Утёс раскрылся внезапно — как рот печи. Перед ними лежал вход в пещеру: свод низкий, камень тёмный; с потолка свисали корни, похожие на уснувшие струны. Холод, выводящий зубец из воздуха, пахнул известью, старой травой и тем самым сладковатым тлением, которое не забывает дороги к живым. Где-то глубже по стенам прошла зеленоватая искра — может, светящийся жук, может, просто обман зрения от влажного блеска. Воздух у порога был как кипяток, который только-только перестал шуметь: напряжённый, внимательный, хранящий в себе больше, чем сказал бы.

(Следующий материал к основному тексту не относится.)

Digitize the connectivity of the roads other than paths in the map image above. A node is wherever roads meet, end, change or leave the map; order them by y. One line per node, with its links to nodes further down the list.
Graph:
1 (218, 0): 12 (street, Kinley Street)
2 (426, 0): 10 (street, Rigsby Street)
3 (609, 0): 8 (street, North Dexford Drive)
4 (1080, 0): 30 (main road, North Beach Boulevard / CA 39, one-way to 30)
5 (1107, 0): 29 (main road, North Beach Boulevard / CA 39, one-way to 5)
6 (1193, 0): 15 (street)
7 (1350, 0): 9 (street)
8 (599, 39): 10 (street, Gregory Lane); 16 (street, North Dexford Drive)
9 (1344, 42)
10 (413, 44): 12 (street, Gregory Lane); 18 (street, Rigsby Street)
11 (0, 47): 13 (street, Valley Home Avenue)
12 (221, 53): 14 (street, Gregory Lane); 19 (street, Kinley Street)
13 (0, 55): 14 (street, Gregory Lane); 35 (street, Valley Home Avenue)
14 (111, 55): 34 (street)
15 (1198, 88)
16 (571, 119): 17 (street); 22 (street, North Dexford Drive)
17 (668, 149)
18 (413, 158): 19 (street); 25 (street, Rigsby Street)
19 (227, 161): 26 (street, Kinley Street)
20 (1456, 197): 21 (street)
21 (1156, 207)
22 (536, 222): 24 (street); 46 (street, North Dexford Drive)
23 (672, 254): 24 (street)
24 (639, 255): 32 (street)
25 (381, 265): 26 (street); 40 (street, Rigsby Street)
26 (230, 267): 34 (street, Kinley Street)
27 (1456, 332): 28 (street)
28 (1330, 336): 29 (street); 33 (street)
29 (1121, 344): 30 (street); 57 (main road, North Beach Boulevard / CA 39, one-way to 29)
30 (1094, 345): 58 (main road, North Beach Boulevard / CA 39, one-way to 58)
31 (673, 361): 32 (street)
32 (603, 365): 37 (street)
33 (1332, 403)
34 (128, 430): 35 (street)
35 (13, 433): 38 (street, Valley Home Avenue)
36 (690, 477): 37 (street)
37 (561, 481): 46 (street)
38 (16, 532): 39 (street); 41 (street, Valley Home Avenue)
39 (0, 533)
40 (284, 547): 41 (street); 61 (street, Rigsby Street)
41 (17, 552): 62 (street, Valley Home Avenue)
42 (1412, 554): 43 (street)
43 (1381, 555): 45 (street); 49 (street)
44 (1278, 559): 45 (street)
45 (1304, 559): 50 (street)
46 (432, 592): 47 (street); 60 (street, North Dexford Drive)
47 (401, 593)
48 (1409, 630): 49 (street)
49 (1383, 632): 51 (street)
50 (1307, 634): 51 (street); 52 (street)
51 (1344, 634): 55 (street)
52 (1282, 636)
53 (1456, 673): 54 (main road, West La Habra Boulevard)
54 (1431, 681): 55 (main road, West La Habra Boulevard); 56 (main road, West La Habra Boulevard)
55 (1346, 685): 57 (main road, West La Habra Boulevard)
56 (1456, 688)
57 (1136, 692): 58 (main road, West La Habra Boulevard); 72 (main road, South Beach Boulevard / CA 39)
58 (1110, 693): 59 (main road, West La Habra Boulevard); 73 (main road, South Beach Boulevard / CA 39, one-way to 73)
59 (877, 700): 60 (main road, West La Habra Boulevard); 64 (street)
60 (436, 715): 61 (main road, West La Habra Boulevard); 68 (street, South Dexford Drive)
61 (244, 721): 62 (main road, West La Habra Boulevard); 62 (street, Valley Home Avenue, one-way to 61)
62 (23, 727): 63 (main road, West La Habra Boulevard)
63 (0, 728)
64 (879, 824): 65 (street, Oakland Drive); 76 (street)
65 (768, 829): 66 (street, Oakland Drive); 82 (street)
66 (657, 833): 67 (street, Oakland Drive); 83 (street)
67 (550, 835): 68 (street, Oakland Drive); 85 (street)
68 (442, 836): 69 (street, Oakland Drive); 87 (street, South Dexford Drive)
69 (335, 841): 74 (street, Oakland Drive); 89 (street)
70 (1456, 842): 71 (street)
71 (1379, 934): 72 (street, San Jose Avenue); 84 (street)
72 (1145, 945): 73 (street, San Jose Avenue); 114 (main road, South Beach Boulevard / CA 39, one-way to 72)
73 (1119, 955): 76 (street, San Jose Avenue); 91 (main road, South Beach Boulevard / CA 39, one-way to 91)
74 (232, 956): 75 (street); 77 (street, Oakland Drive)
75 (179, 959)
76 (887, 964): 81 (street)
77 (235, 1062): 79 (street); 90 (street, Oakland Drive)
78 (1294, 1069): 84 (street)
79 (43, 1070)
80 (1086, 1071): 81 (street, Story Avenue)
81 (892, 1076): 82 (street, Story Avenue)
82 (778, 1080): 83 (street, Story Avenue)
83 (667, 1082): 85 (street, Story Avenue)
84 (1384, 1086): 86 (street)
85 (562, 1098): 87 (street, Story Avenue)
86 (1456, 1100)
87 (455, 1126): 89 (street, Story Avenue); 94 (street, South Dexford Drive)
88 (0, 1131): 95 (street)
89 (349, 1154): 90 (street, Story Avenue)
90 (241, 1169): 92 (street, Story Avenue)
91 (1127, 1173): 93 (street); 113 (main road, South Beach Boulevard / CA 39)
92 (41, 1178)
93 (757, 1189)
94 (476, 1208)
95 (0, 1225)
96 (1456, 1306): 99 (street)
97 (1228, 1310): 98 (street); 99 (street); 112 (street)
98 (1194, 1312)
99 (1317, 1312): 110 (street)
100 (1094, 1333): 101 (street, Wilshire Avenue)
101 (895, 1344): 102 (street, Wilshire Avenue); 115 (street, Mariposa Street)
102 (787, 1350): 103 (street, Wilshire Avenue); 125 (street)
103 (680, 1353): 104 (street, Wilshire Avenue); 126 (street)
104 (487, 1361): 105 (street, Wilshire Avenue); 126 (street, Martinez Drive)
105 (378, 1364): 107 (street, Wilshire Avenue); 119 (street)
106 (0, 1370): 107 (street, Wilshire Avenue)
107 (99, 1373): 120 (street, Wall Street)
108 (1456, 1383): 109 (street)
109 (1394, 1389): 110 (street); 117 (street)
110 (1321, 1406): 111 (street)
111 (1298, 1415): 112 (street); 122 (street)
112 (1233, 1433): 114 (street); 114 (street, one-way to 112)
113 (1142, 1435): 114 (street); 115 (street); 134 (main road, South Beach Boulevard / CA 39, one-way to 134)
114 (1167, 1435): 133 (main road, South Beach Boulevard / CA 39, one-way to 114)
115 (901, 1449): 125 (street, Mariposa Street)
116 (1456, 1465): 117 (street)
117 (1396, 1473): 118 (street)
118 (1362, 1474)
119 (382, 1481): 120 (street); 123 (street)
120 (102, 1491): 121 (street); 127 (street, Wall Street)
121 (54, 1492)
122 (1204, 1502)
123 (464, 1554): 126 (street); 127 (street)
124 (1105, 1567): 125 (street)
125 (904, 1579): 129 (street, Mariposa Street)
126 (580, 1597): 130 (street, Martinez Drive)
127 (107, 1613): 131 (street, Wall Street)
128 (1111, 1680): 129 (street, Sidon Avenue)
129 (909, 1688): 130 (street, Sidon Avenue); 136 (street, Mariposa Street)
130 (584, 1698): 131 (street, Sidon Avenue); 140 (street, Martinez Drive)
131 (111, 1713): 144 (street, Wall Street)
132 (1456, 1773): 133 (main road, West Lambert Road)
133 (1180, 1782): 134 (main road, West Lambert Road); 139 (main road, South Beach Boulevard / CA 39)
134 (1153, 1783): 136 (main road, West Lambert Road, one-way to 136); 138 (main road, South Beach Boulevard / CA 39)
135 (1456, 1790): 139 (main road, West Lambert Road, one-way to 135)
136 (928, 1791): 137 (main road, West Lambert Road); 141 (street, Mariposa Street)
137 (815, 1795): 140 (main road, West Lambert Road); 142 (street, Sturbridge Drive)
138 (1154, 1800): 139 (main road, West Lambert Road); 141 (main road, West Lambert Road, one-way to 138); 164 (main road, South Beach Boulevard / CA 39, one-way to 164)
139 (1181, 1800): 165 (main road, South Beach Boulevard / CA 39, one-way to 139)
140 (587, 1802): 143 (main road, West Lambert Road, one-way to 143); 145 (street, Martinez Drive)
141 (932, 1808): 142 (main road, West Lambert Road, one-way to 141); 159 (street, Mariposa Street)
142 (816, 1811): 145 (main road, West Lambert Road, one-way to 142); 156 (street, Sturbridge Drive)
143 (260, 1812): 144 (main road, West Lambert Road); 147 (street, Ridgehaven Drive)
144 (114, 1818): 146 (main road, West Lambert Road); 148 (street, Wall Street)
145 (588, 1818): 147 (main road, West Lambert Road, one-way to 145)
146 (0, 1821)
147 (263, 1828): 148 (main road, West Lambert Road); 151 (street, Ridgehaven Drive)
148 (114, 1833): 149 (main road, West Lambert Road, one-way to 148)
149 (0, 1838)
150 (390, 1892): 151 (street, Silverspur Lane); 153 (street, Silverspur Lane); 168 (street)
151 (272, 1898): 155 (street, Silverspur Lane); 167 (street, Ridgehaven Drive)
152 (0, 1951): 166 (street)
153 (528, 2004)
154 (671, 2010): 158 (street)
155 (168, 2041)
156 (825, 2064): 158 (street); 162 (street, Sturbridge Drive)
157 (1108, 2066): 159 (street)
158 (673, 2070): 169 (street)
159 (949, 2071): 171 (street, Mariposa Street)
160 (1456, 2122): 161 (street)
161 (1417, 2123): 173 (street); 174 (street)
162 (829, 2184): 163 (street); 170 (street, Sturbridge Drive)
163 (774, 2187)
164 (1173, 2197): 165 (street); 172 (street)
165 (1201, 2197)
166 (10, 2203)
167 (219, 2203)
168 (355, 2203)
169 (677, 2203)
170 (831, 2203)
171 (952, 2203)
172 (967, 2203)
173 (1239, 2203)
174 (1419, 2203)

Лунь Юэ остановился, не перешагивая черту тени. Он опустил чайник к ноге — так, чтобы фарфор, как дитя, не оступился. Кончиками пальцев потрогал камень: холод вонзился в подушечки, и это было правильным знаком — место требовало осторожности, как редкий чай требует верной температуры. Он не знал, как устроены чужие печати и чьи здесь кости, запеленутые проклятиями кармы; он знал только, как слушать. Он закрыл глаза и втянул носом безмолвие пещеры, словно оно — пар от далёких листьев.
— Домовому ветру — честь, камню — почтение, воде — дорога, — прошептал он, чтобы никто не счёл это словом, адресованным людям. — Пусть же пар покажет, что скрывает ночь.
Затем, не смея нарушать порядок старших, он достал из сумы песконосный уголь и — только-только — прикоснулся к нему большим пальцем, словно спрашивая разрешения у порога. Чайник приятно согрел ладонь. Этого было достаточно, чтобы сердце, ещё минуту назад уносившееся за маской и ветром, стало ровным, как поверхность пруда. Он расправил плечи, тихо вдохнул уже влажную прохладу пещеры и приготовился идти ровно настолько, насколько вежливость к миру дозволит путнику, — туда, где в недрах лежали места захоронений, тяжкие от кармы, как осадок в чаше, которую давно пора было бережно вымыть.